When you transfer control across stack frames, all the frames in between need to be in on the joke


Chris Hill suggests discussing the use of structured exception handling as it relates to the window manager, and specifically the implications for applications which raise exceptions from a callback.

If you plan on raising an exception and handling it in a function higher up the stack, all the stack frames in between need to be be in on your little scheme, because they need to be able to unwind. (And I don't mean "unwind" in the "have a beer and watch some football" sense of "unwind".)

If you wrote all the code in between the point the exception is raised and the point it is handled, then you're in good shape, because at least then you have a chance of making sure they all unwind properly.

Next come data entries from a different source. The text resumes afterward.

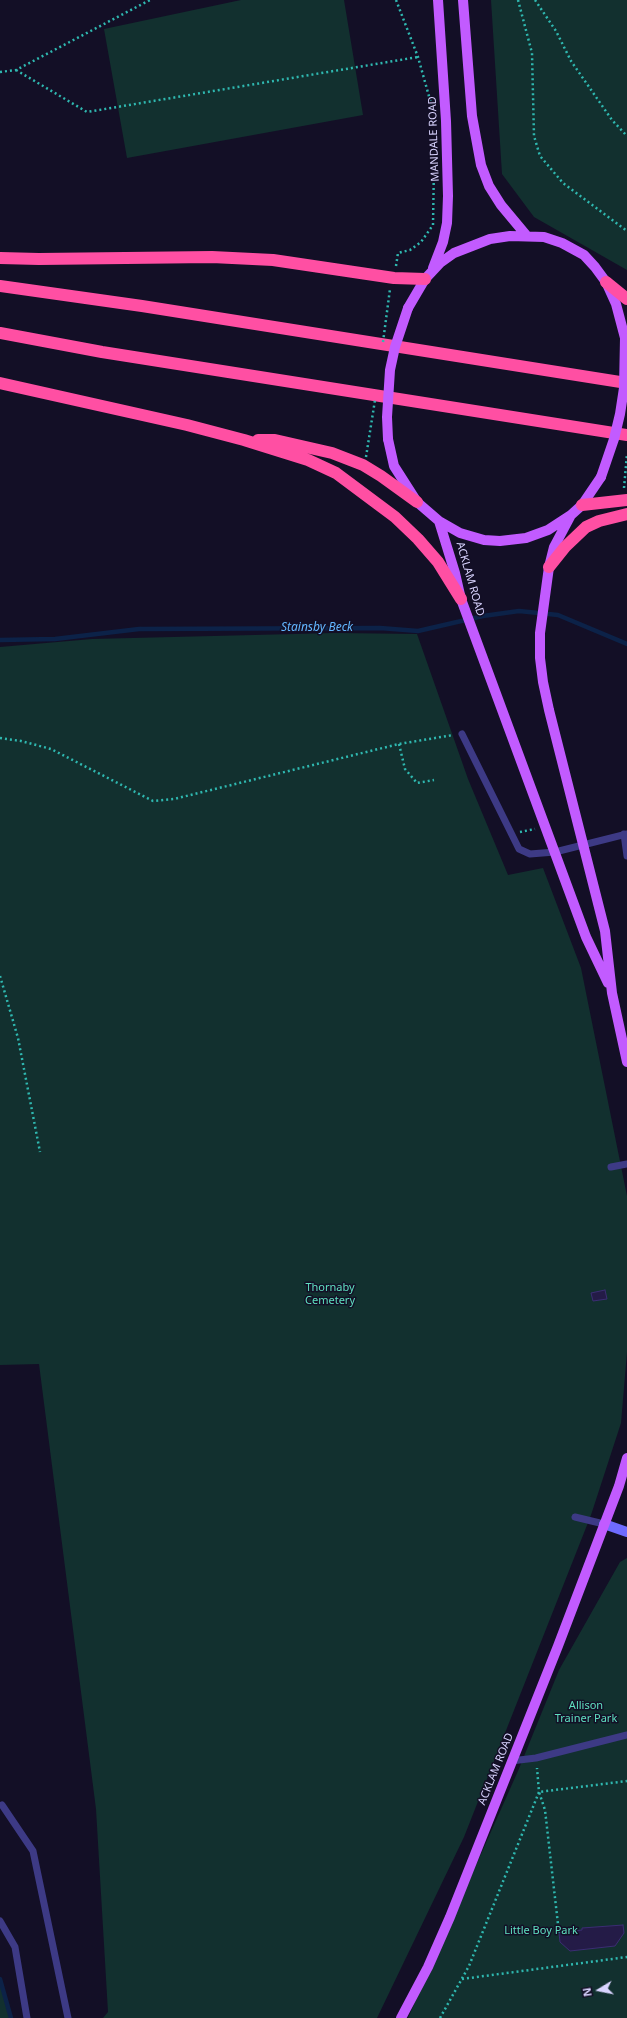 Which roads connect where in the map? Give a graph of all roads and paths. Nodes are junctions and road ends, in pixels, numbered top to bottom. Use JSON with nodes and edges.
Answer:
{"nodes":[{"id":1,"x":150,"y":0,"type":"edge"},
{"id":2,"x":396,"y":0,"type":"edge"},
{"id":3,"x":438,"y":0,"type":"edge"},
{"id":4,"x":463,"y":0,"type":"edge"},
{"id":5,"x":518,"y":0,"type":"edge"},
{"id":6,"x":535,"y":0,"type":"edge"},
{"id":7,"x":418,"y":57,"type":"junction"},
{"id":8,"x":16,"y":70,"type":"junction"},
{"id":9,"x":0,"y":72,"type":"edge"},
{"id":10,"x":434,"y":114,"type":"dead end"},
{"id":11,"x":627,"y":136,"type":"edge"},
{"id":12,"x":434,"y":162,"type":"dead end"},
{"id":13,"x":627,"y":232,"type":"edge"},
{"id":14,"x":526,"y":235,"type":"junction"},
{"id":15,"x":0,"y":258,"type":"edge"},
{"id":16,"x":428,"y":277,"type":"junction"},
{"id":17,"x":606,"y":282,"type":"junction"},
{"id":18,"x":392,"y":284,"type":"junction"},
{"id":19,"x":0,"y":286,"type":"edge"},
{"id":20,"x":627,"y":299,"type":"edge"},
{"id":21,"x":0,"y":333,"type":"edge"},
{"id":22,"x":0,"y":383,"type":"edge"},
{"id":23,"x":627,"y":384,"type":"edge"},
{"id":24,"x":627,"y":435,"type":"edge"},
{"id":25,"x":244,"y":440,"type":"junction"},
{"id":26,"x":627,"y":454,"type":"edge"},
{"id":27,"x":625,"y":500,"type":"edge"},
{"id":28,"x":417,"y":502,"type":"junction"},
{"id":29,"x":582,"y":505,"type":"junction"},
{"id":30,"x":627,"y":514,"type":"edge"},
{"id":31,"x":571,"y":515,"type":"junction"},
{"id":32,"x":439,"y":521,"type":"junction"},
{"id":33,"x":549,"y":567,"type":"junction"},
{"id":34,"x":462,"y":603,"type":"junction"},
{"id":35,"x":462,"y":734,"type":"joint"},
{"id":36,"x":0,"y":738,"type":"edge"},
{"id":37,"x":399,"y":744,"type":"junction"},
{"id":38,"x":434,"y":780,"type":"dead end"},
{"id":39,"x":545,"y":826,"type":"junction"},
{"id":40,"x":511,"y":834,"type":"junction"},
{"id":41,"x":626,"y":834,"type":"edge"},
{"id":42,"x":584,"y":846,"type":"junction"},
{"id":43,"x":555,"y":852,"type":"junction"},
{"id":44,"x":627,"y":856,"type":"edge"},
{"id":45,"x":0,"y":976,"type":"edge"},
{"id":46,"x":612,"y":993,"type":"junction"},
{"id":47,"x":627,"y":1059,"type":"edge"},
{"id":48,"x":40,"y":1152,"type":"dead end"},
{"id":49,"x":627,"y":1164,"type":"edge"},
{"id":50,"x":611,"y":1167,"type":"dead end"},
{"id":51,"x":627,"y":1458,"type":"edge"},
{"id":52,"x":574,"y":1518,"type":"dead end"},
{"id":53,"x":604,"y":1524,"type":"junction"},
{"id":54,"x":627,"y":1532,"type":"edge"},
{"id":55,"x":627,"y":1735,"type":"edge"},
{"id":56,"x":536,"y":1758,"type":"junction"},
{"id":57,"x":512,"y":1761,"type":"junction"},
{"id":58,"x":627,"y":1781,"type":"edge"},
{"id":59,"x":539,"y":1792,"type":"junction"},
{"id":60,"x":2,"y":1805,"type":"dead end"},
{"id":61,"x":0,"y":1921,"type":"edge"},
{"id":62,"x":559,"y":1933,"type":"dead end"},
{"id":63,"x":627,"y":1958,"type":"edge"},
{"id":64,"x":462,"y":1979,"type":"junction"},
{"id":65,"x":27,"y":2018,"type":"edge"},
{"id":66,"x":68,"y":2018,"type":"edge"},
{"id":67,"x":401,"y":2018,"type":"edge"},
{"id":68,"x":440,"y":2018,"type":"edge"}],
"edges":[{"from":1,"to":8,"type":"path"},
{"from":2,"to":7,"type":"path"},
{"from":3,"to":16,"type":"main road","name":"MANDALE ROAD"},
{"from":4,"to":14,"type":"main road"},
{"from":5,"to":13,"type":"path"},
{"from":6,"to":11,"type":"path"},
{"from":7,"to":8,"type":"path"},
{"from":7,"to":10,"type":"path"},
{"from":8,"to":9,"type":"path"},
{"from":12,"to":18,"type":"path"},
{"from":14,"to":16,"type":"main road"},
{"from":14,"to":17,"type":"main road"},
{"from":15,"to":18,"type":"highway"},
{"from":16,"to":18,"type":"highway"},
{"from":16,"to":28,"type":"main road","bridge":true},
{"from":17,"to":20,"type":"highway"},
{"from":17,"to":29,"type":"main road","bridge":true},
{"from":19,"to":23,"type":"highway"},
{"from":21,"to":24,"type":"highway"},
{"from":22,"to":25,"type":"highway"},
{"from":25,"to":28,"type":"highway"},
{"from":25,"to":34,"type":"highway"},
{"from":26,"to":27,"type":"path"},
{"from":27,"to":29,"type":"highway"},
{"from":28,"to":32,"type":"main road"},
{"from":29,"to":31,"type":"main road"},
{"from":30,"to":33,"type":"highway"},
{"from":31,"to":32,"type":"main road"},
{"from":31,"to":33,"type":"main road"},
{"from":32,"to":34,"type":"main road","name":"ACKLAM ROAD"},
{"from":33,"to":42,"type":"main road"},
{"from":34,"to":39,"type":"main road","name":"ACKLAM ROAD"},
{"from":35,"to":37,"type":"path"},
{"from":35,"to":40,"type":"lane"},
{"from":36,"to":37,"type":"path"},
{"from":37,"to":38,"type":"path"},
{"from":39,"to":40,"type":"path"},
{"from":39,"to":43,"type":"main road","name":"ACKLAM ROAD"},
{"from":40,"to":43,"type":"lane"},
{"from":41,"to":42,"type":"lane"},
{"from":41,"to":44,"type":"lane"},
{"from":42,"to":43,"type":"lane"},
{"from":42,"to":46,"type":"main road"},
{"from":43,"to":46,"type":"main road","name":"ACKLAM ROAD"},
{"from":45,"to":48,"type":"path"},
{"from":46,"to":47,"type":"main road"},
{"from":49,"to":50,"type":"lane"},
{"from":51,"to":53,"type":"main road","name":"ACKLAM ROAD"},
{"from":52,"to":53,"type":"lane"},
{"from":53,"to":54,"type":"street"},
{"from":53,"to":57,"type":"main road","name":"ACKLAM ROAD"},
{"from":55,"to":56,"type":"lane"},
{"from":56,"to":57,"type":"lane"},
{"from":56,"to":59,"type":"path"},
{"from":57,"to":67,"type":"main road","name":"ACKLAM ROAD"},
{"from":58,"to":59,"type":"path"},
{"from":59,"to":62,"type":"path"},
{"from":59,"to":64,"type":"path"},
{"from":60,"to":66,"type":"lane"},
{"from":61,"to":65,"type":"lane"},
{"from":63,"to":64,"type":"path"},
{"from":64,"to":68,"type":"path"}]}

This means either using RAII techniques (and possibly compiling with the /EHa flag to convert asynchronous exceptions to synchronous ones, so that Win32 exceptions will also trigger unwind; although that has its own problems since the C++ exception model is synchronous, not asynchronous) or judiciously using try/finally (or whatever equivalent exists in your programming language of choice) to clean up resources in the event of an unwind.

But if you don't control all the frames in between, then you can't really guarantee that they were written in the style you want.

In Win32, exceptions are considered to be horrific situations that usually indicate some sort of fatal error. There may be some select cases where exceptions can be handled, but those are more the unusual cases than the rule. Most of the time, an exception means that something terrible has happened and you're out of luck. The best you can hope for at this point is a controlled crash landing.

As a result of this overall mindset, Win32 code doesn't worry too much about recovering from exceptions. If an exception happens, then it means your process is already toast and there's no point trying to fix it, because that would be trying to reason about a total breakdown of normal functioning. As a general rule generic Win32 code is not exception-safe.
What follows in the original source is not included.